STORED DATA START
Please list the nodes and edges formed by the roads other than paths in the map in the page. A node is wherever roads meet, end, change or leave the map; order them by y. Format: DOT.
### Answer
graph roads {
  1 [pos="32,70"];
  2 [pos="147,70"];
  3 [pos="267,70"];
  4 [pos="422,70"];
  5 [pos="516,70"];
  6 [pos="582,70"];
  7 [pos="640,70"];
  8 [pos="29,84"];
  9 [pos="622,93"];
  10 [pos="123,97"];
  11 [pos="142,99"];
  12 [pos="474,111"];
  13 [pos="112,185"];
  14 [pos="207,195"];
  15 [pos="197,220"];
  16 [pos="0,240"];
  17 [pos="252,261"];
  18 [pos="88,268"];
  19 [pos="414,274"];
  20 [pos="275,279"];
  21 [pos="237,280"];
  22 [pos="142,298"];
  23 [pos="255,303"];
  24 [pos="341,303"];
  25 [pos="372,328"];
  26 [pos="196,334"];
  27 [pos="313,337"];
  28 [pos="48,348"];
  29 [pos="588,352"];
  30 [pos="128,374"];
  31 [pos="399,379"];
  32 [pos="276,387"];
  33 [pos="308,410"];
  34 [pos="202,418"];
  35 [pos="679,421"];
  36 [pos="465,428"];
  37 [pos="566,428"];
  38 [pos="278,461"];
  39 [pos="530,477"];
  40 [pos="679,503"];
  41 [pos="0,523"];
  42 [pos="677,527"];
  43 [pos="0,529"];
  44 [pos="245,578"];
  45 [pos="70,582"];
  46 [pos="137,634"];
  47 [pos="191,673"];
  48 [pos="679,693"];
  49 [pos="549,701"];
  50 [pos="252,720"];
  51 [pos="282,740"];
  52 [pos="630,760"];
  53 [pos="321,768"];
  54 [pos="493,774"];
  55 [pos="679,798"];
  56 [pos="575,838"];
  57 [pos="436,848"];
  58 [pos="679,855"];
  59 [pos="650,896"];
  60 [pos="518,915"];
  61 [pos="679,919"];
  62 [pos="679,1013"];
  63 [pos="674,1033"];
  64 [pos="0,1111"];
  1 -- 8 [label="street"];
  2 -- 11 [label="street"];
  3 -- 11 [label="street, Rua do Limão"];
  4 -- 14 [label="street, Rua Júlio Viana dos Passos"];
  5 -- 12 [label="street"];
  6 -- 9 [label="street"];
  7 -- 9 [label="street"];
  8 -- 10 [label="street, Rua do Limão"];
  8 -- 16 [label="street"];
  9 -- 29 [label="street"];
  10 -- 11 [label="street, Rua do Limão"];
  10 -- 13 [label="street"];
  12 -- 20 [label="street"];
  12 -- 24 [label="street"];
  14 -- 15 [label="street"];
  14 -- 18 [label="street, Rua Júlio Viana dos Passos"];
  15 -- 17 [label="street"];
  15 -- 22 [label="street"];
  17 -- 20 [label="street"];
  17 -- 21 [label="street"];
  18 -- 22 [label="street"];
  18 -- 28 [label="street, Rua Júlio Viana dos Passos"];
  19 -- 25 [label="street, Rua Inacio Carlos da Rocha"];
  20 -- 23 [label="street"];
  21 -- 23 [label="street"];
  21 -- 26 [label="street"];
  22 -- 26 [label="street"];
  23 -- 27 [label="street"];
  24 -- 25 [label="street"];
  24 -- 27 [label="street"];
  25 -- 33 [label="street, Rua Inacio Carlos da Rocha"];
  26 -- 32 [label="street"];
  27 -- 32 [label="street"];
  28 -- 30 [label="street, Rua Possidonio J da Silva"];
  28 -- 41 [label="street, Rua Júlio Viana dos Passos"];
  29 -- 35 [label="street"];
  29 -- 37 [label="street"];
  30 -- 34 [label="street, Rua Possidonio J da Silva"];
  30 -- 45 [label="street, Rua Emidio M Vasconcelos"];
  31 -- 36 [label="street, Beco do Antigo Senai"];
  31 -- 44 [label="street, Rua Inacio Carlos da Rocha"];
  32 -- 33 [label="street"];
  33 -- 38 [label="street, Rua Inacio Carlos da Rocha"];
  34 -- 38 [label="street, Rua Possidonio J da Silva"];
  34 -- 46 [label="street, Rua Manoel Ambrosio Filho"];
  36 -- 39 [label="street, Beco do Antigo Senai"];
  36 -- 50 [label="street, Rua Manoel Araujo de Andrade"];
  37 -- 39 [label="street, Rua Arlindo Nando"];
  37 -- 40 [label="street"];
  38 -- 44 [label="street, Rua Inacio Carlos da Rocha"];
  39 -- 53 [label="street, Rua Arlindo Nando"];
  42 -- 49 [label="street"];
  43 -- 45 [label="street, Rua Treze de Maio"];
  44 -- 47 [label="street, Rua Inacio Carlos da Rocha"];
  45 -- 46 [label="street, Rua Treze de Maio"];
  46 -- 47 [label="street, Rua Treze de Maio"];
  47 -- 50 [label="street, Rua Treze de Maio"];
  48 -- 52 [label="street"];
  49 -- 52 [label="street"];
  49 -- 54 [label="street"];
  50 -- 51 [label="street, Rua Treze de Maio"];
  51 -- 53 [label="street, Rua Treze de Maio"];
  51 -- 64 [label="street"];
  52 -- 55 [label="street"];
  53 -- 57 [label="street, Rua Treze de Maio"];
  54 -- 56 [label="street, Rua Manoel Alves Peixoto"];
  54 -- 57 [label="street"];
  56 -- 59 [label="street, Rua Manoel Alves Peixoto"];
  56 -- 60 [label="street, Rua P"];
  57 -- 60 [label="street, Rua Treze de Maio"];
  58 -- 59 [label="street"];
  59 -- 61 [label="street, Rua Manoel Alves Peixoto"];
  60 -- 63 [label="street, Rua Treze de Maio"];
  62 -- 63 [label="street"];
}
STORED DATA END
STORED DATA START
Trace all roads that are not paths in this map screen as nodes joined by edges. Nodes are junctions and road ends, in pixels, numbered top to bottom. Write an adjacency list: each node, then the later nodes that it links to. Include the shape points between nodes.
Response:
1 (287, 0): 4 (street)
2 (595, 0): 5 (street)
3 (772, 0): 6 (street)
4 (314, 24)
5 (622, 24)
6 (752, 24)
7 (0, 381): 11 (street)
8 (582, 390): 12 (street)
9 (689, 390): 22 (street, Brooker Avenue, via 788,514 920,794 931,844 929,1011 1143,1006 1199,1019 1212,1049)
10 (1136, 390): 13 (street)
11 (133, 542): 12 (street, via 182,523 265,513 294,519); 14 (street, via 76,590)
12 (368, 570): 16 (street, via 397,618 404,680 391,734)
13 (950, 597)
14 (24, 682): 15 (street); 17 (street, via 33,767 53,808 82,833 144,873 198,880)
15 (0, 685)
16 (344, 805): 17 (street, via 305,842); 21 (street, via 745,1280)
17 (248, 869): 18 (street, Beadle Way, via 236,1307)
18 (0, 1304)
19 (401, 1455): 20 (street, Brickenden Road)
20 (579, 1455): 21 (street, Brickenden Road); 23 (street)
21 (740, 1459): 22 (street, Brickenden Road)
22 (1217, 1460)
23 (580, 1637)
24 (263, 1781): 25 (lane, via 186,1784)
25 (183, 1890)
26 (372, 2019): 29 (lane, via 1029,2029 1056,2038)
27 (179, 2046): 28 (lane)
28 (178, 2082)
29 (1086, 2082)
STORED DATA END
Please give the number of lines above that include the string "list", with nothing added.

2